Go through the records below and return each line that has "ring" in it.
▼
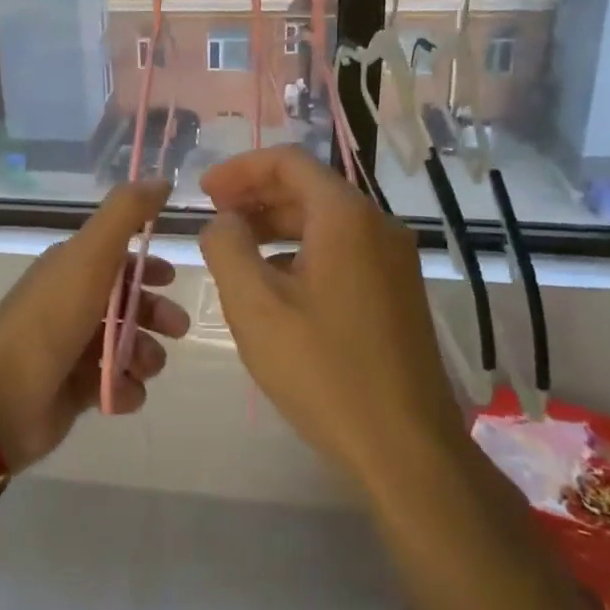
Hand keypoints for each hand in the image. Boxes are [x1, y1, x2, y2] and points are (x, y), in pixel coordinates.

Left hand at [0, 179, 189, 470]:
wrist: (1, 398)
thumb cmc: (50, 319)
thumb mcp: (90, 254)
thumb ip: (126, 213)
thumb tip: (160, 178)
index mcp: (72, 268)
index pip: (118, 258)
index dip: (147, 266)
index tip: (171, 278)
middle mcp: (72, 304)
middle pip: (129, 304)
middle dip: (157, 313)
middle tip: (175, 328)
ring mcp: (73, 349)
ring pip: (129, 346)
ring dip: (146, 355)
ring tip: (142, 366)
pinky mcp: (75, 391)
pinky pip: (116, 386)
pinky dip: (126, 390)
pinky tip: (121, 392)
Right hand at [199, 147, 464, 487]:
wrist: (406, 447)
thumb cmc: (323, 370)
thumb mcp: (254, 306)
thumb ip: (227, 248)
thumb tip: (224, 222)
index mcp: (346, 217)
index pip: (288, 162)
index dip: (239, 169)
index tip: (203, 192)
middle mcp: (378, 225)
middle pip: (309, 188)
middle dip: (256, 196)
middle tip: (214, 218)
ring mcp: (394, 260)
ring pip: (326, 221)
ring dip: (277, 225)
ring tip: (236, 249)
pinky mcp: (397, 291)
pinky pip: (343, 251)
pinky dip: (302, 251)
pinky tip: (275, 285)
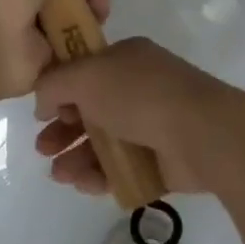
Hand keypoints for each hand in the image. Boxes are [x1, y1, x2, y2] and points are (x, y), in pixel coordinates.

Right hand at [33, 37, 244, 196]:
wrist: (203, 134)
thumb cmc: (140, 95)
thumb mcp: (86, 76)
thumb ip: (54, 84)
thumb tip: (43, 103)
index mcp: (125, 59)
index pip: (84, 71)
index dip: (60, 91)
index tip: (42, 112)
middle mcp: (138, 88)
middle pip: (90, 110)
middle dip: (62, 129)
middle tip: (42, 148)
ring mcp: (151, 125)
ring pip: (103, 142)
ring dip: (76, 156)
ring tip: (60, 175)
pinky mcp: (161, 160)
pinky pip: (122, 168)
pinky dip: (100, 175)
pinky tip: (84, 184)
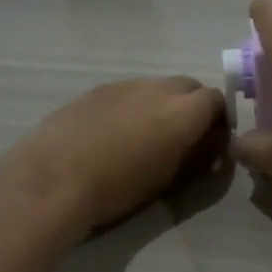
▲
● Answer space:
ring mcp: (73, 349)
ring pip: (129, 346)
ring dip: (146, 355)
ring tip: (142, 366)
ring mcp: (394, 260)
ring pip: (326, 221)
ring dip: (277, 225)
ring tip: (236, 249)
ring mcp: (151, 125)
ring pip: (103, 142)
ring dip: (76, 156)
ring tip: (60, 175)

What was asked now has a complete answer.